The battle for the 2009 Legislature was supposed to hinge on a handful of swing districts, in which leaders were pulling away four hours after polls closed Tuesday.
In Billings and rural southeast Montana, Republicans were hoping to regain control of the state Senate for the first time since 2003 by unseating incumbent Democrats in districts with conservative-leaning voters.
The party launched a strong challenge to Sen. Lane Larson, D-Billings, by running broadcasting personality Taylor Brown of Huntley in Senate District 22.
By midnight, Brown was outpacing Larson by just 2 percent, 4,186 to 3,680.
The district, which stretches from Billings to Miles City, has its share of radios tuned to Brown's Northern Ag Network. Larson, a union electrician, has deep family ties in the area. Combined, the candidates raised $130,000, making their race the Legislature's most expensive.
Democrats portrayed Brown as the next Conrad Burns, the former U.S. senator ousted in 2006, who once owned the Northern Ag Network and used his radio presence to launch a successful political career.
Democrats currently have a 26-24 edge in the state Senate, while Republicans have a thin 50-49 edge in the state House, with one Constitution Party member who usually votes with the GOP.
In either chamber, the party with the majority sets the table, appointing committee chairs and generally deciding which bills are heard and ultimately passed. For Republicans, control of at least one chamber is crucial, with Democrat Brian Schweitzer prevailing in his race for a second term as governor.
Likewise, the governor can expect a long stalemate if Democrats do not secure a majority in at least one chamber for the 2009 Legislature, which begins in two months.
Shortly before midnight, Brown said majority rule shouldn't be what matters most in the next Senate.
"So what. We have to work together. It doesn't matter who has control. We're within a vote or two of each other, and we've got to work together," Brown said.
The race for SD22 was ugly at times, but Brown said there wasn't a lot of difference between him and Larson. The two have different political philosophies, but were both local guys, with their hearts and families in Montana. He said Larson was a good man and not the cause for the political campaigning that turned negative toward the end of the race.

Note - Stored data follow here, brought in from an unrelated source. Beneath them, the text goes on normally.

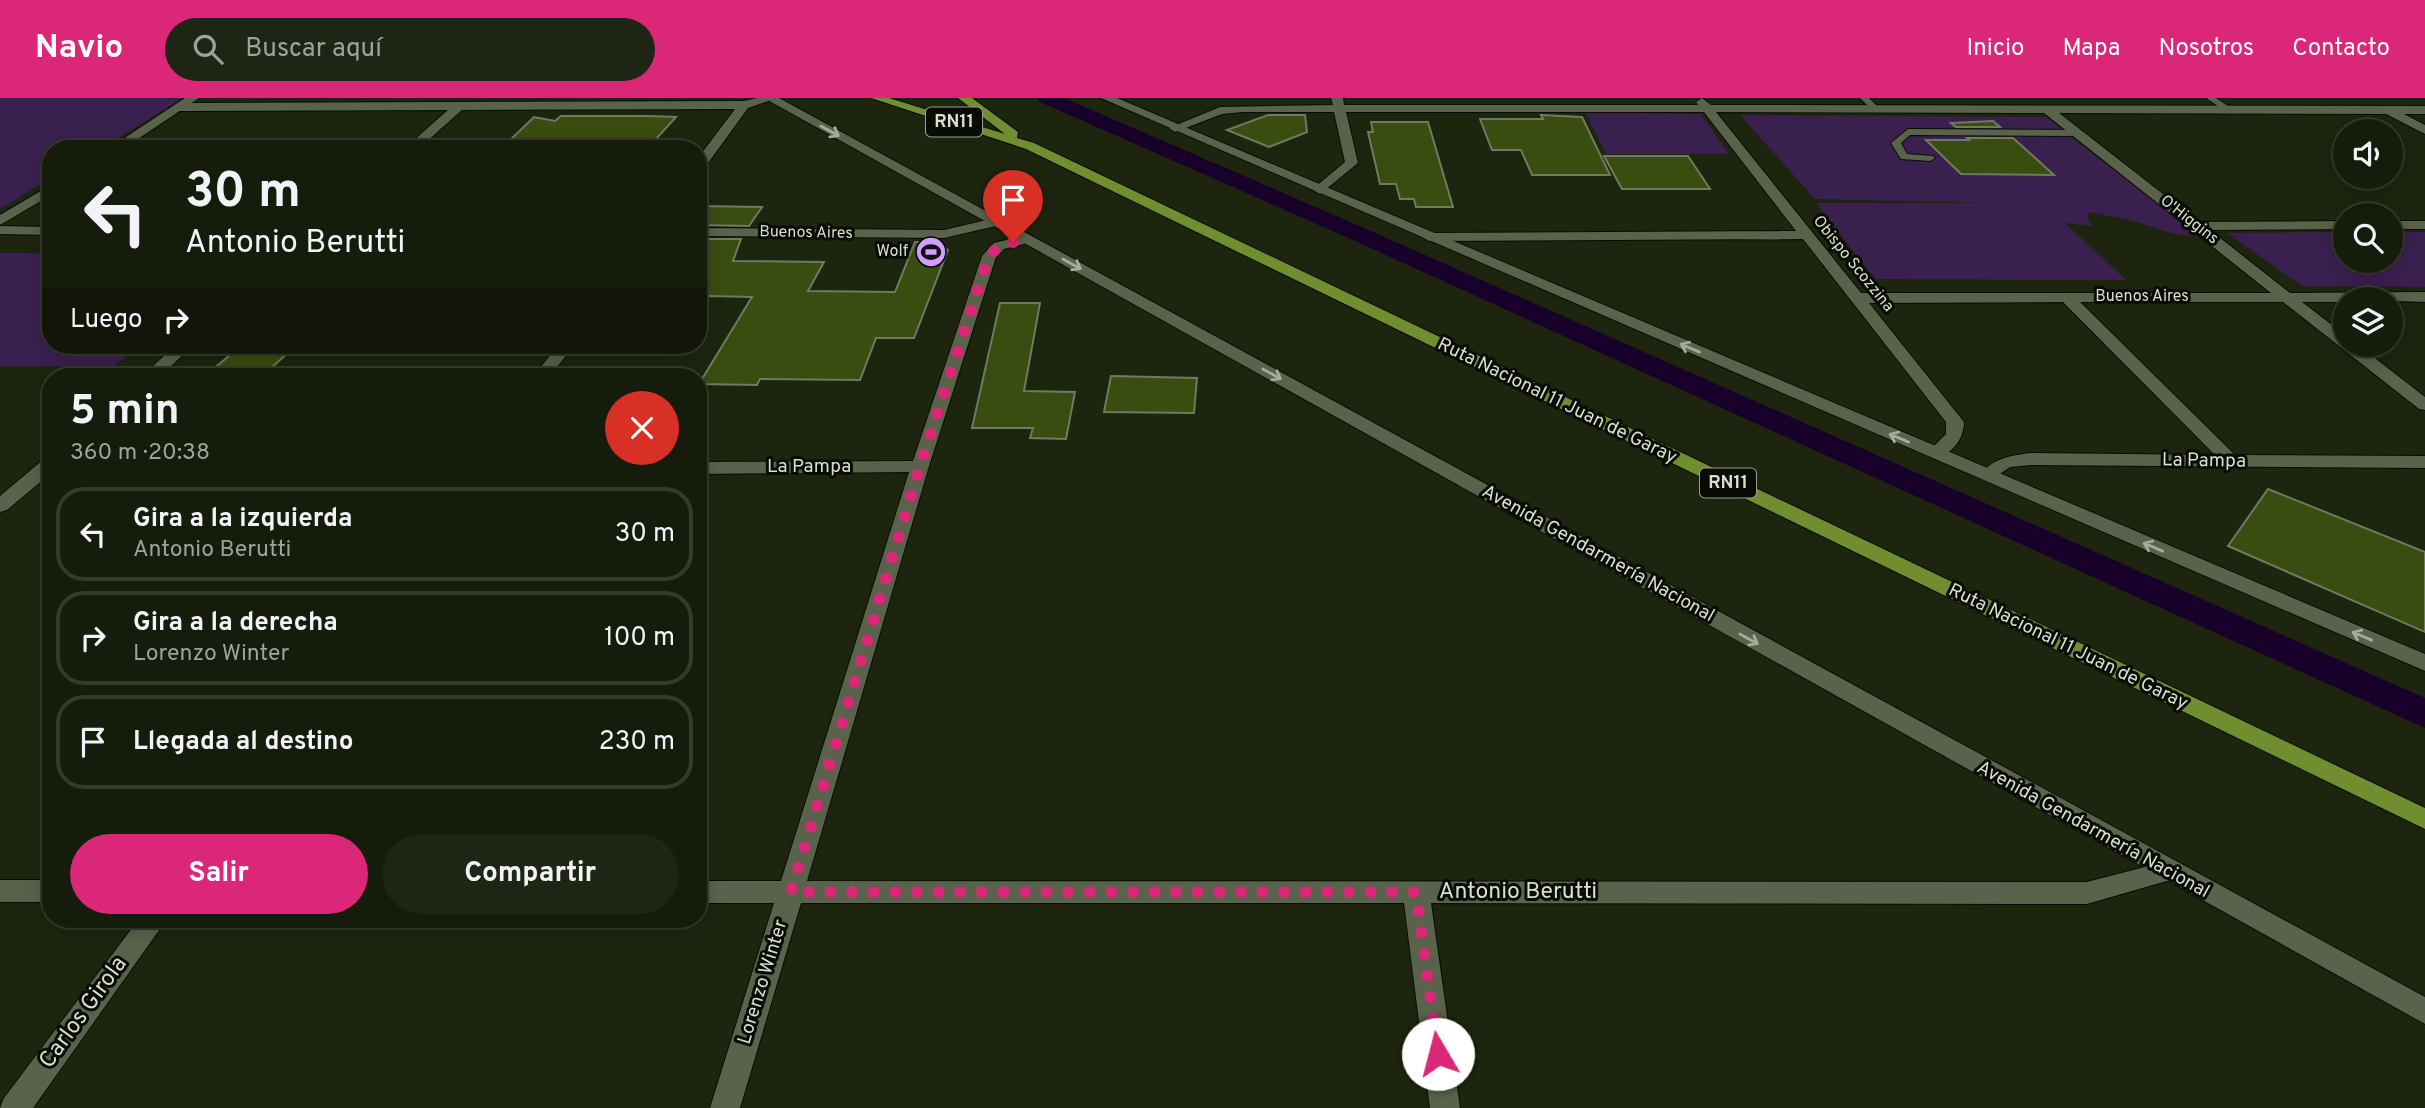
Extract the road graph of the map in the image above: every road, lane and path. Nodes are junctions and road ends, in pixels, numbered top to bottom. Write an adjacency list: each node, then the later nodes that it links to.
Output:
1 (194, 98): 14 (street)
2 (469, 98): 15 (street)
3 (771, 98): 13 (street); 32 (street, Avenida Gendarmería Nacional, one-way to 32)
4 (877, 98): 26 (highway, Ruta Nacional 11 Juan de Garay / RN11)
5 (964, 98): 26 (highway, Ruta Nacional 11 Juan de Garay / RN11)
6 (1107, 98): 21 (street)
7 (1864, 98): 16 (lane)
8 (2033, 98): 17 (street, O'Higgins)
9 (2210, 98): 18 (lane)
10 (2367, 98): 19 (street)
11 (1338, 103): 12 (street); 21 (street); 29 (street)
12 (1703, 103): 16 (street); 40 (street, Obispo Scozzina)
13 (744, 105): 15 (street); 27 (street)
14 (180, 107): 15 (street); 24 (street)
15 (457, 107): 25 (street)
16 (1877, 110): 17 (street)
17 (2048, 110): 18 (street); 23 (street, O'Higgins)
18 (2230, 110): 19 (street)
19 (2388, 110): 20 (street); 22 (street)
20 (2425, 110)
21 (1175, 128): 29 (street)
22 (2425, 130)
23 (2077, 133): 28 (lane); 36 (street, O'Higgins)
24 (128, 140)
25 (420, 140)
26 (1030, 146): 63 (highway, Ruta Nacional 11 Juan de Garay / RN11)
27 (707, 155)
28 (1930, 158)
29 (1320, 190): 41 (street)
30 (42, 195): 31 (street)
31 (0, 221)
32 (995, 222): 39 (street, Buenos Aires); 42 (street, Avenida Gendarmería Nacional)
33 (2333, 225): 36 (street)
34 (2403, 225): 35 (street)
35 (2425, 225)
36 (2197, 226): 45 (street, O'Higgins)
37 (0, 230): 38 (street)
38 (42, 231)
39 (707, 232)
40 (1807, 235): 41 (street); 44 (street, Obispo Scozzina)
41 (1429, 237): 54 (street, one-way to 41)
42 (1026, 239): 57 (street, Lorenzo Winter); 64 (street, Avenida Gendarmería Nacional, one-way to 64)
43 (2066, 297): 44 (street, Buenos Aires); 45 (street, Buenos Aires); 55 (street)
44 (1858, 298): 54 (street, Obispo Scozzina)
45 (2287, 298): 46 (street, Buenos Aires); 47 (street, O'Higgins)
46 (2425, 298)
47 (2333, 334)
48 (176, 354): 51 (street)
49 (559, 354): 52 (street)
50 (2363, 357): 53 (street, O'Higgins)
51 (159, 368)
52 (548, 368)
53 (2425, 405)
54 (1936, 453): 60 (street)
55 (2232, 461): 56 (street, La Pampa); 60 (street, La Pampa)
56 (2425, 462)
57 (920, 466): 58 (street, La Pampa); 68 (street, Lorenzo Winter)
58 (707, 468)
59 (42, 472): 61 (street)
60 (1988, 476): 62 (street, one-way to 60)
61 (0, 506)
62 (2425, 663)
63 (2425, 819)
64 (2168, 871): 69 (street, Antonio Berutti); 71 (street, Avenida Gendarmería Nacional)
65 (0, 891): 66 (street)
66 (42, 891)
67 (707, 891): 68 (street, Antonio Berutti)
68 (791, 892): 69 (street, Antonio Berutti); 73 (street, Lorenzo Winter)
69 (1416, 892): 74 (street)
70 (147, 928): 72 (street, Carlos Girola)
71 (2425, 1011)
72 (15, 1108)
73 (725, 1108)
74 (1445, 1108)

Regionally, several tight races expected by insiders to determine control of the 2009 Legislature were toss-ups late into the evening.

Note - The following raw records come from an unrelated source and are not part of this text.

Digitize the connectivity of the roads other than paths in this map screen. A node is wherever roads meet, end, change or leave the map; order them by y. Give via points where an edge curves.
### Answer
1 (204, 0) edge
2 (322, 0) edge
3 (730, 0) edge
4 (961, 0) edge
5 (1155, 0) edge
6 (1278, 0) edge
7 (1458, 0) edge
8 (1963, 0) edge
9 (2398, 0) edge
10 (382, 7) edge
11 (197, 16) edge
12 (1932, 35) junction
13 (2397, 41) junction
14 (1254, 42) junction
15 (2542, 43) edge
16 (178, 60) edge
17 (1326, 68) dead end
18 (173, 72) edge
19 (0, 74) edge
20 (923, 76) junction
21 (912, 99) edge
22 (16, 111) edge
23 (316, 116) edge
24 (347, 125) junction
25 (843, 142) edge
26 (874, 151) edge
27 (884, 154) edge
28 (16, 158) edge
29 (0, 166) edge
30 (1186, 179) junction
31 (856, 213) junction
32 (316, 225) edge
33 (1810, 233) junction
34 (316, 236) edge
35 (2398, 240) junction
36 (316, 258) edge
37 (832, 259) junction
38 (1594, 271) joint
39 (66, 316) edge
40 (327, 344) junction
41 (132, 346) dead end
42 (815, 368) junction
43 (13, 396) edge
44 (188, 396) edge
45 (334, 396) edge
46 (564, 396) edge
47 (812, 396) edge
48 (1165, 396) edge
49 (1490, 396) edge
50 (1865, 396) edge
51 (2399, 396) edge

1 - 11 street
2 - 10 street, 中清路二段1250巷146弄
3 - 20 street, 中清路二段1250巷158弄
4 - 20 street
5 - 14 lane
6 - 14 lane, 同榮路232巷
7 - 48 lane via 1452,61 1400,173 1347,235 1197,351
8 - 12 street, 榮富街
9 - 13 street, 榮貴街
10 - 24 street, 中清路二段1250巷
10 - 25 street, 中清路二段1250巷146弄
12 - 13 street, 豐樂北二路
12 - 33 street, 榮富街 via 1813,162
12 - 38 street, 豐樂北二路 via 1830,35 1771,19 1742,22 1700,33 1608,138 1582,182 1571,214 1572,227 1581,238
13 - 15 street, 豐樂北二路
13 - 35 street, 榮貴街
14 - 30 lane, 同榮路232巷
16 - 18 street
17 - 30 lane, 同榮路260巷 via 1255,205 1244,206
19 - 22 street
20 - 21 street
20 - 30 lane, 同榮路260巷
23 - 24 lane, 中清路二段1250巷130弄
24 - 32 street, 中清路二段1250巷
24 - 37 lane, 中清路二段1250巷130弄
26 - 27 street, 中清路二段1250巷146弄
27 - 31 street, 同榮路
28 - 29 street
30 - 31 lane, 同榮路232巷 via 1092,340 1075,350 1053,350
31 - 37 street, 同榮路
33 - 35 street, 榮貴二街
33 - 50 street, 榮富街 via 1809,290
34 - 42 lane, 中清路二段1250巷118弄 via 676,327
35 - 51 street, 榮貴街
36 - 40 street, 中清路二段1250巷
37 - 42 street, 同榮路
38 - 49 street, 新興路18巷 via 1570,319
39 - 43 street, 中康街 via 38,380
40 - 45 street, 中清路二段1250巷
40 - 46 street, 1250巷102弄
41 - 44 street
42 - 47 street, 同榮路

Democrats seemed to be winning the battle to snag Senate District 27, a Republican seat vacated by termed-out Sen. Cory Stapleton, R-Billings. Democrat Gary Branae pulled away early from Republican Jack Sands in that race, 2,645 to 2,161. Although Stapleton held the seat, the district was considered Democratic-leaning by insiders at the campaign's start. It was thought to be the Democrats' only strong chance to flip a Senate seat.
"The district probably should have been Democratic to begin with in the last election cycle four years ago," Branae said. "I represented part of that district for eight years, and they're just really hardworking-class people who represent the principles of the Democratic Party."
Both candidates were political veterans. Branae, a retired math teacher and counselor at Billings Senior High School, is winding up his fourth term in the state House, where term limits prevent him from running again. Sands, an attorney, represented Billings in the state House from 1983 to 1988.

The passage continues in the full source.